Consider the ergonomic design of the AL-Star’s grip. Unlike the upper body, the grip is made of smoky-transparent plastic and ends in sculpted finger pads. The pen is amazingly comfortable in the hand, and at the same time provides grip-guidance for young, inexperienced users. Here again they succeeded, if we are to believe the Lamy label, which calls it “The most successful young person’s pen on the market.”
Like the Safari, the AL-Star measures 5.5 inches capped, and at 6.7 inches posted, is slightly longer than the Safari. The nib on the AL-Star is black chromium-plated stainless steel. It comes in extra fine, fine, medium and broad. The cap does not screw on, but clicks into place, and posted maintains a strong airtight seal.
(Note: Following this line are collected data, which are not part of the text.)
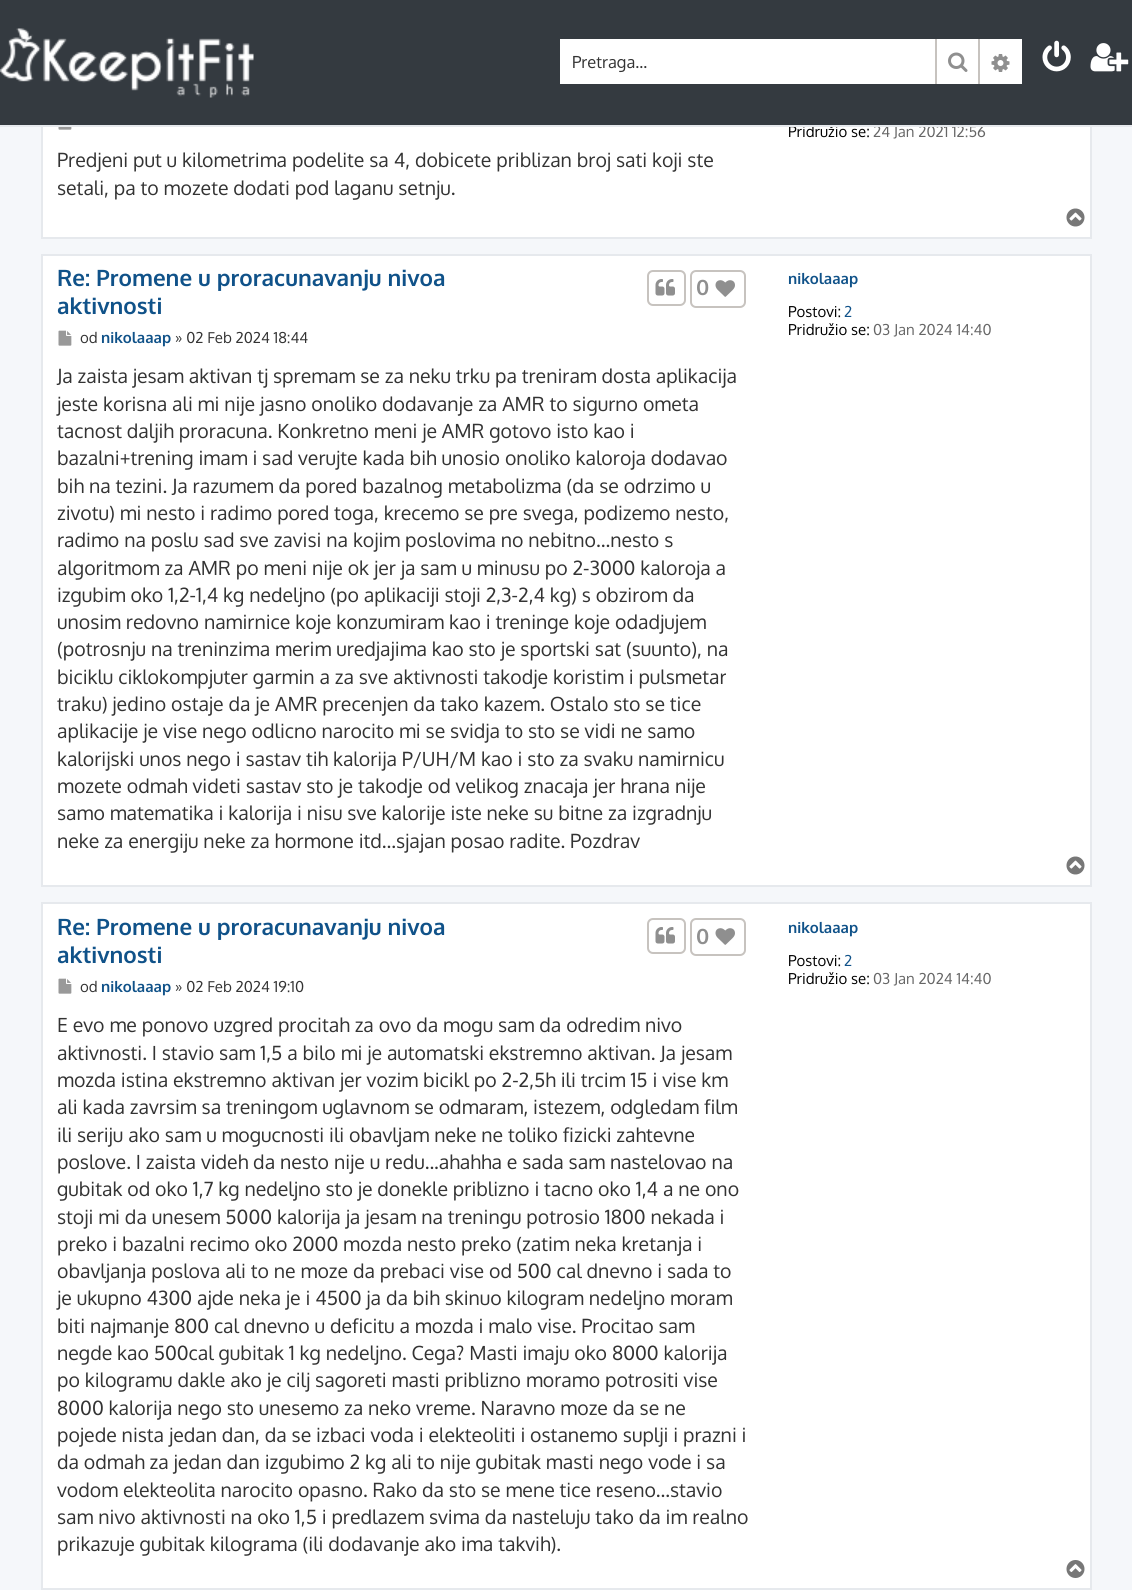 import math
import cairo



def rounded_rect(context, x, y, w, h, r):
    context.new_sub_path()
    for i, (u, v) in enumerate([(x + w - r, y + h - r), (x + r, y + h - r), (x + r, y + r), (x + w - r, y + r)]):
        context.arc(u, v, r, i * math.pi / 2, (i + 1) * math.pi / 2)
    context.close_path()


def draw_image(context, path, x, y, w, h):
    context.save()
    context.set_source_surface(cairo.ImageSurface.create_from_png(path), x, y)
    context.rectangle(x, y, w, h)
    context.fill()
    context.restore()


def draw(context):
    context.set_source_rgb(245 / 255, 247 / 255, 250 / 255)
    context.paint()
    context.set_source_rgb(1, 1, 1)
    context.rectangle(43, 127, 1047, 110)
    context.fill()
    context.rectangle(42, 39, 1049, 199)
    context.set_source_rgb(230 / 255, 233 / 255, 237 / 255)
    context.stroke()
    context.set_source_rgb(52 / 255, 58 / 255, 64 / 255)
    context.rectangle(0, 0, 1132, 125)
    context.fill()
    draw_image(context, "images/1.png", 0, 28, 254, 70)
    context.set_source_rgb(1, 1, 1)
    context.rectangle(560, 39, 375, 45)
    context.fill()
    context.rectangle(937, 39, 41, 45)
    context.fill()
    context.set_source_rgb(199 / 255, 195 / 255, 191 / 255)
    context.rectangle(978, 39, 2, 45)
    context.fill()
    context.rectangle(935, 39, 2, 45)
    context.fill()
    draw_image(context, "images/2.png", 948, 52, 20, 20)
    context.set_source_rgb(1, 1, 1)
    context.rectangle(980, 39, 42, 45)
    context.fill()
    draw_image(context, "images/3.png", 991, 54, 19, 18)
    draw_image(context, "images/4.png", 1042, 40, 29, 32)
    draw_image(context, "images/5.png", 1090, 43, 39, 29)
    draw_image(context, "images/6.png", 58, 127, 14, 3)
    draw_image(context, "images/7.png", 1066, 208, 19, 19)
    context.rectangle(42, 255, 1049, 631)
    context.fill_preserve()
    context.set_source_rgb(230 / 255, 233 / 255, 237 / 255)
    context.stroke()
    rounded_rect(context, 648, 271, 37, 34, 5)
    context.set_source_rgb(199 / 255, 195 / 255, 191 / 255)
    context.stroke()
    draw_image(context, "images/8.png", 655, 279, 20, 17)
    rounded_rect(context, 691, 271, 54, 36, 5)
    context.stroke()
    draw_image(context, "images/9.png", 715, 280, 20, 17)
    draw_image(context, "images/10.png", 58, 330, 14, 16)
    draw_image(context, "images/7.png", 1066, 856, 19, 19)
    context.set_source_rgb(1, 1, 1)
    context.rectangle(42, 903, 1049, 686)
    context.fill_preserve()
    context.set_source_rgb(230 / 255, 233 / 255, 237 / 255)
    context.stroke()
    rounded_rect(context, 648, 919, 37, 34, 5)
    context.set_source_rgb(199 / 255, 195 / 255, 191 / 255)
    context.stroke()
    draw_image(context, "images/8.png", 655, 927, 20, 17)
    rounded_rect(context, 691, 919, 54, 36, 5)
    context.stroke()
    draw_image(context, "images/9.png", 715, 928, 20, 17)
    draw_image(context, "images/10.png", 58, 978, 14, 16)
    draw_image(context, "images/11.png", 1066, 1560, 19, 18)
    context.select_font_face("Oxygen")
    context.set_font_size(16.5)
    context.set_source_rgb(51 / 255, 51 / 255, 51 / 255)
    context.move_to(572, 68)
    context.show_text("Pretraga…")
    context.set_font_size(15)
    context.set_source_rgb(0, 0, 0)
    context.move_to(788, 137)
    context.show_text("Pridružio se:")
    context.set_source_rgb(102 / 255, 102 / 255, 102 / 255)
    context.move_to(873, 137)
    context.show_text("24 Jan 2021 12:56")
    context.set_source_rgb(230 / 255, 233 / 255, 237 / 255)
    context.rectangle(0, 125, 1132, 2)
    context.fill()
    context.set_font_size(19.5)
    context.set_source_rgb(51 / 255, 51 / 255, 51 / 255)
    context.move_to(57, 167)
    context.show_text("Predjeni put u kilometrima podelite sa 4, dobicete priblizan broj sati koji ste")
    context.move_to(57, 195)
    context.show_text("setali, pa to mozete dodati pod laganu setnju.")
    context.select_font_face("Oxygen", cairo.FontSlant.NORMAL, cairo.FontWeight.BOLD)
    context.set_font_size(22.5)
    context.set_source_rgb(16 / 255, 82 / 255, 137 / 255)
    context.move_to(57, 286)
    context.show_text("Re: Promene u proracunavanju nivoa")
    context.move_to(57, 314)
    context.show_text("aktivnosti")
    context.set_font_size(21)
    context.set_source_rgb(143 / 255, 143 / 255, 143 / 255)
    context.move_to(696, 295)
    context.show_text("0")
    context.select_font_face("Oxygen")
    context.set_font_size(15)
    context.set_source_rgb(51 / 255, 51 / 255, 51 / 255)
    context.move_to(80, 343)
    context.show_text("od")
    context.select_font_face("Oxygen", cairo.FontSlant.NORMAL, cairo.FontWeight.BOLD)
    context.set_source_rgb(16 / 255, 82 / 255, 137 / 255)
    context.move_to(101, 343)
    context.show_text("nikolaaap")
    context.select_font_face("Oxygen")
    context.set_source_rgb(51 / 255, 51 / 255, 51 / 255)
    context.move_to(175, 343)
    context.show_text("» 02 Feb 2024 18:44")
    context.set_font_size(19.5)
    context.move_to(57, 383)
    context.show_text("Ja zaista jesam aktivan tj spremam se za neku trku pa treniram dosta aplikacija")
    context.move_to(57, 411)
    context.show_text("jeste korisna ali mi nije jasno onoliko dodavanje za AMR to sigurno ometa")
    context.move_to(57, 438)
    context.show_text("tacnost daljih proracuna. Konkretno meni je AMR gotovo isto kao i")
    context.move_to(57, 465)
    context.show_text("bazalni+trening imam i sad verujte kada bih unosio onoliko kaloroja dodavao")
    context.move_to(57, 493)
    context.show_text("bih na tezini. Ja razumem da pored bazalnog metabolizma (da se odrzimo u")
    context.move_to(57, 520)
    context.show_text("zivotu) mi nesto i radimo pored toga, krecemo se pre svega, podizemo nesto,")
    context.move_to(57, 547)
    context.show_text("radimo na poslu sad sve zavisi na kojim poslovima no nebitno...nesto s")
    context.move_to(57, 575)
    context.show_text("algoritmom za AMR po meni nije ok jer ja sam u minusu po 2-3000 kaloroja a")
    context.move_to(57, 602)
    context.show_text("izgubim oko 1,2-1,4 kg nedeljno (po aplikaciji stoji 2,3-2,4 kg) s obzirom da")
    context.move_to(57, 629)
    context.show_text("unosim redovno namirnice koje konzumiram kao i treninge koje odadjujem")
    context.move_to(57, 656)
    context.show_text("(potrosnju na treninzima merim uredjajima kao sto je sportski sat (suunto), na")
    context.move_to(57, 684)
    context.show_text("biciklu ciklokompjuter garmin a za sve aktivnosti takodje koristim i pulsmetar")
    context.move_to(57, 711)
    context.show_text("traku) jedino ostaje da je AMR precenjen da tako kazem. Ostalo sto se tice")
    context.move_to(57, 738)
    context.show_text("aplikacije je vise nego odlicno narocito mi se svidja to sto se vidi ne samo")
    context.move_to(57, 766)
    context.show_text("kalorijski unos nego i sastav tih kalorija P/UH/M kao i sto za svaku namirnicu")
    context.move_to(57, 793)
    context.show_text("mozete odmah videti sastav sto je takodje od velikog znacaja jer hrana nije")
    context.move_to(57, 820)
    context.show_text("samo matematika i kalorija i nisu sve kalorije iste neke su bitne za izgradnju")
    context.move_to(57, 848)
    context.show_text("neke za energiju neke za hormone itd...sjajan posao radite. Pozdrav")
    context.select_font_face("Oxygen", cairo.FontSlant.NORMAL, cairo.FontWeight.BOLD)
    context.set_font_size(15)
    context.set_source_rgb(16 / 255, 82 / 255, 137 / 255)
    context.move_to(788, 284)
    context.show_text("nikolaaap")
    context.select_font_face("Oxygen")
    context.set_source_rgb(0, 0, 0)
    context.move_to(788, 317)
    context.show_text("Postovi:")
    context.set_source_rgb(16 / 255, 82 / 255, 137 / 255)
    context.move_to(844, 317)
    context.show_text("2")
    context.set_source_rgb(0, 0, 0)
    context.move_to(788, 335)
    context.show_text("Pridružio se:")
    context.set_source_rgb(102 / 255, 102 / 255, 102 / 255)
    context.move_to(873, 335)
    context.show_text("03 Jan 2024 14:40")
    context.select_font_face("Oxygen", cairo.FontSlant.NORMAL, cairo.FontWeight.BOLD)
    context.set_font_size(22.5)
    context.set_source_rgb(16 / 255, 82 / 255, 137 / 255)
    context.move_to(57, 935)
    context.show_text("Re: Promene u proracunavanju nivoa")
    context.move_to(57, 963)
    context.show_text("aktivnosti")
    context.set_font_size(21)
    context.set_source_rgb(143 / 255, 143 / 255, 143 / 255)
    context.move_to(696, 944)
    context.show_text("0")
    context.select_font_face("Oxygen")
    context.set_font_size(15)
    context.set_source_rgb(51 / 255, 51 / 255, 51 / 255)
    context.move_to(80, 992)
    context.show_text("od")
    context.select_font_face("Oxygen", cairo.FontSlant.NORMAL, cairo.FontWeight.BOLD)
    context.set_source_rgb(16 / 255, 82 / 255, 137 / 255)
    context.move_to(101, 992)
    context.show_text("nikolaaap")
    context.select_font_face("Oxygen")
    context.set_source_rgb(51 / 255, 51 / 255, 51 / 255)
    context.move_to(175, 992)
    context.show_text("» 02 Feb 2024 19:10")
    context.set_font_size(19.5)
    context.move_to(57, 1032)
    context.show_text("E evo me ponovo uzgred procitah za ovo da mogu sam da odredim nivo")
    context.move_to(57, 1060)
    context.show_text("aktivnosti. I stavio sam 1,5 a bilo mi je automatski ekstremno aktivan. Ja jesam")
    context.move_to(57, 1087)
    context.show_text("mozda istina ekstremno aktivan jer vozim bicikl po 2-2,5h ili trcim 15 i vise km")
    context.move_to(57, 1114)
    context.show_text("ali kada zavrsim sa treningom uglavnom se odmaram, istezem, odgledam film")
    context.move_to(57, 1142)
    context.show_text("ili seriju ako sam u mogucnosti ili obavljam neke ne toliko fizicki zahtevne")
    context.move_to(57, 1169)
    context.show_text("poslove. I zaista videh da nesto nije u redu...ahahha e sada sam nastelovao na")
    context.move_to(57, 1196)
    context.show_text("gubitak od oko 1,7 kg nedeljno sto je donekle priblizno i tacno oko 1,4 a ne ono")
    context.move_to(57, 1224)
    context.show_text("stoji mi da unesem 5000 kalorija ja jesam na treningu potrosio 1800 nekada i")
    context.move_to(57, 1251)
    context.show_text("preko i bazalni recimo oko 2000 mozda nesto preko (zatim neka kretanja i")
    context.move_to(57, 1278)
    context.show_text("obavljanja poslova ali to ne moze da prebaci vise od 500 cal dnevno i sada to")
    context.move_to(57, 1305)
    context.show_text("je ukupno 4300 ajde neka je i 4500 ja da bih skinuo kilogram nedeljno moram")
    context.move_to(57, 1333)
    context.show_text("biti najmanje 800 cal dnevno u deficitu a mozda i malo vise. Procitao sam")
    context.move_to(57, 1360)
    context.show_text("negde kao 500cal gubitak 1 kg nedeljno. Cega? Masti imaju oko 8000 kalorija")
    context.move_to(57, 1387)
    context.show_text("po kilogramu dakle ako je cilj sagoreti masti priblizno moramo potrositi vise")
    context.move_to(57, 1415)
    context.show_text("8000 kalorija nego sto unesemo za neko vreme. Naravno moze da se ne")
    context.move_to(57, 1442)
    context.show_text("pojede nista jedan dan, da se izbaci voda i elekteoliti i ostanemo suplji i prazni i")
    context.move_to(57, 1469)
    context.show_text("da odmah za jedan dan izgubimo 2 kg ali to nije gubitak masti nego vode i sa")
    context.move_to(57, 1497)
    context.show_text("vodom elekteolita narocito opasno. Rako da sto se mene tice reseno...stavio")
    context.move_to(57, 1524)
    context.show_text("sam nivo aktivnosti na oko 1,5 i predlazem svima da nasteluju tako da im realno")
    context.move_to(57, 1551)
    context.show_text("prikazuje gubitak kilograma (ili dodavanje ako ima takvih).")
    context.select_font_face("Oxygen", cairo.FontSlant.NORMAL, cairo.FontWeight.BOLD)
    context.set_font_size(15)
    context.set_source_rgb(16 / 255, 82 / 255, 137 / 255)
    context.move_to(788, 933)
    context.show_text("nikolaaap")
    context.select_font_face("Oxygen")
    context.set_source_rgb(0, 0, 0)
    context.move_to(788, 966)
    context.show_text("Postovi:")
    context.set_source_rgb(16 / 255, 82 / 255, 137 / 255)
    context.move_to(844, 966)
    context.show_text("2")
    context.set_source_rgb(0, 0, 0)
    context.move_to(788, 984)
    context.show_text("Pridružio se:")
    context.set_source_rgb(102 / 255, 102 / 255, 102 / 255)
    context.move_to(873, 984)
    context.show_text("03 Jan 2024 14:40")


surface = cairo.ImageSurface(cairo.Format.RGB24, 1132, 1590)
context = cairo.Context(surface)
options = cairo.FontOptions()
options.set_hint_metrics(cairo.HintMetrics.OFF)
options.set_hint_style(cairo.HintStyle.NONE)
context.set_font_options(options)
context.set_miter_limit(4)
draw(context)
surface.write_to_png("out.png")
The top of the cap has cross-shaped slots cut into a black plastic disc, almost like a Phillips-head screw. I inserted a dime and turned it, but nothing happened. The clip is a repeat of the Safari design, black painted spring brass wire in the distinctive broad upturned design. The pen takes either cartridge or converter and the barrel has an ink window, which I find somewhat hard to read in terms of ink level.
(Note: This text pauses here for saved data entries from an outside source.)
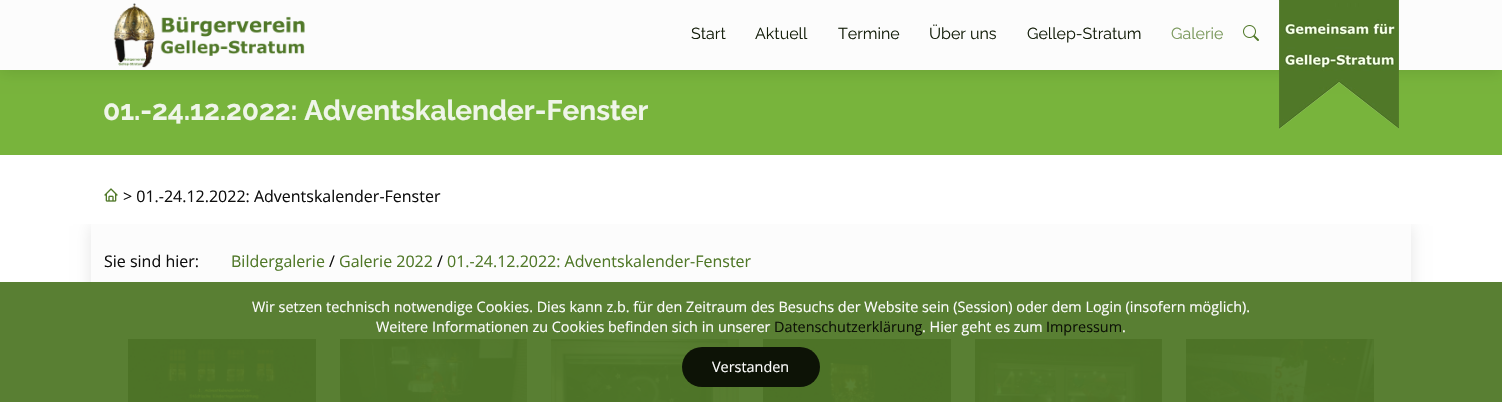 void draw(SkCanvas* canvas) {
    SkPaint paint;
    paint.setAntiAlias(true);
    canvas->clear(0xFFFFFFFF);
    paint.setColor(0xFF78B43C);
    canvas->drawRect(SkRect::MakeXYWH(0, 70, 1502, 85), paint);
    paint.setColor(0x1A000000);
    paint.setMaskFilter(SkMaskFilter::MakeBlur(kNormal_SkBlurStyle, 7.5f));
    canvas->drawRect(SkRect::MakeXYWH(0, 2, 1502, 70), paint);
    paint.setMaskFilter(nullptr);
    paint.setColor(0xFFFCFCFC);
    canvas->drawRect(SkRect::MakeXYWH(0, 0, 1502, 70), paint);
    canvas->drawImageRect(SkImages::DeferredFromEncodedData(SkData::MakeFromFileName("img1.png")), SkRect::MakeXYWH(113, 3, 192, 65), SkSamplingOptions());
    SkFont font1(fontMgr->matchFamilyStyle("Raleway", SkFontStyle::Normal()), 16);
    font1.setSubpixel(true);
    paint.setColor(0xFF141E0A);
    canvas->drawString("Start", 691, 39, font1, paint);
    canvas->drawString("Aktuell", 755, 39, font1, paint);
    canvas->drawString("Termine", 838, 39, font1, paint);
    canvas->drawString("Über uns", 929, 39, font1, paint);
    canvas->drawString("Gellep-Stratum", 1027, 39, font1, paint);
    paint.setColor(0xFF7B995D);
    canvas->drawString("Galerie", 1171, 39, font1, paint);
    canvas->drawImageRect(SkImages::DeferredFromEncodedData(SkData::MakeFromFileName("img2.png")), SkRect::MakeXYWH(1243, 25, 16, 16), SkSamplingOptions());
    canvas->drawImageRect(SkImages::DeferredFromEncodedData(SkData::MakeFromFileName("img3.png")), SkRect::MakeXYWH(1279, 0, 120, 130), SkSamplingOptions());
    SkFont font2(fontMgr->matchFamilyStyle("Raleway", SkFontStyle::Bold()), 28);
    font2.setSubpixel(true);
    paint.setColor(0xFFEFF5E9);
    canvas->drawString("01.-24.12.2022: Adventskalender-Fenster", 103, 120, font2, paint);
    canvas->drawImageRect(SkImages::DeferredFromEncodedData(SkData::MakeFromFileName("img4.png")), SkRect::MakeXYWH(104, 188, 14, 14), SkSamplingOptions());
    SkFont font3(fontMgr->matchFamilyStyle("Open Sans", SkFontStyle::Normal()), 16);
    font3.setSubpixel(true);
    paint.setColor(0xFF0F0F0F);
    canvas->drawString("> 01.-24.12.2022: Adventskalender-Fenster", 123, 202, font3, paint);
    canvas->save();
    canvas->clipRect(SkRect::MakeXYWH(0, 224, 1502, 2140));
    paint.setColor(0x1A000000);
    paint.setMaskFilter(SkMaskFilter::MakeBlur(kNormal_SkBlurStyle, 7.5f));
    canvas->drawRect(SkRect::MakeXYWH(91, 226, 1320, 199), paint);
    paint.setMaskFilter(nullptr);
    canvas->restore();
    paint.setColor(0xFFFCFCFC);
    canvas->drawRect(SkRect::MakeXYWH(91, 224, 1320, 178), paint);
    paint.setColor(0xFF0F0F0F);
    canvas->drawString("Sie sind hier:", 104, 267, font3, paint);
    paint.setColor(0xFF507828);
    canvas->drawString("Bildergalerie", 231, 267, font3, paint);
    paint.setColor(0xFF0F0F0F);
    canvas->drawString("/", 329, 267, font3, paint);
    paint.setColor(0xFF507828);
    canvas->drawString("Galerie 2022", 339, 267, font3, paint);
    paint.setColor(0xFF0F0F0F);
    canvas->drawString("/", 437, 267, font3, paint);
    paint.setColor(0xFF507828);
    canvas->drawString("01.-24.12.2022: Adventskalender-Fenster", 447, 267, font3, paint);
    canvas->drawImageRect(SkImages::DeferredFromEncodedData(SkData::MakeFromFileName("img5.png")), SkRect::MakeXYWH(128, 339, 188, 63), SkSamplingOptions());
    canvas->drawImageRect(SkImages::DeferredFromEncodedData(SkData::MakeFromFileName("img6.png")), SkRect::MakeXYWH(340, 339, 187, 63), SkSamplingOptions());
    canvas->drawImageRect(SkImages::DeferredFromEncodedData(SkData::MakeFromFileName("img7.png")), SkRect::MakeXYWH(551, 339, 188, 63), SkSamplingOptions());
    canvas->drawImageRect(SkImages::DeferredFromEncodedData(SkData::MakeFromFileName("img8.png")), SkRect::MakeXYWH(763, 339, 188, 63), SkSamplingOptions());
    canvas->drawImageRect(SkImages::DeferredFromEncodedData(SkData::MakeFromFileName("img9.png")), SkRect::MakeXYWH(975, 339, 187, 63), SkSamplingOptions());
    canvas->drawImageRect(SkImages::DeferredFromEncodedData(SkData::MakeFromFileName("img10.png")), SkRect::MakeXYWH(1186, 339, 188, 63), SkSamplingOptions());
    paint.setColor(0xF2507828);
    canvas->drawRect(SkRect::MakeXYWH(0, 282, 1502, 120), paint);
    SkFont font4(fontMgr->matchFamilyStyle("Open Sans", SkFontStyle::Normal()), 14.4f);
    font4.setSubpixel(true);
    paint.setColor(0xFFFCFCFC);
    canvas->drawString("Wir setzen technisch notwendige Cookies. Dies kann z.b. für den Zeitraum des Besuchs der Website sein (Session) oder dem Login (insofern möglich).", 252, 312, font4, paint);
    canvas->drawString("Weitere Informationen zu Cookies befinden sich in unserer", 376, 332, font4, paint);
    paint.setColor(0xFF0D1306);
    canvas->drawString("Datenschutzerklärung", 774, 332, font4, paint);
    paint.setColor(0xFFFCFCFC);
    canvas->drawString(". Hier geht es zum", 922, 332, font4, paint);
    paint.setColor(0xFF0D1306);
    canvas->drawString("Impressum", 1046, 332, font4, paint);
    paint.setColor(0xFFFCFCFC);
    canvas->drawString(".", 1122, 332, font4, paint);
    paint.setColor(0xFF0D1306);
    canvas->drawRoundRect(SkRect::MakeXYWH(682, 347, 138, 40), 20, 20, paint);
    paint.setColor(0xFFFCFCFC);
    canvas->drawString("Verstanden", 712, 372, font4, paint);
}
Overall, the AL-Star is a tough and rugged design, with young users in mind, and only slightly expensive for a start up pen. It lists for about $40, but a better price is available from several dealers. I call the pen slightly expensive because the best priced start up pen in my opinion, is the Pelikano Junior for about $10-12.
Performance wise, the AL-Star is okay, but I am more comfortable with a medium nib, and feel the scratchiness of a fine steel nib a little bothersome. My other Lamy pens are medium and the feeling is smoother, more comfortable, providing a better flow of ink. Writing with a full cartridge I still get the feeling that the ink is low. Little wetness to the fine nib on an AL-Star. Unless you have a real bond with fine nibs, I recommend a medium. Hard for me to imagine what the AL-Star extra fine nib must be like.
Considered all around, I have to echo other opinions and say that the Lamy AL-Star represents good design, good engineering and strong manufacture. Great pen for a high school student.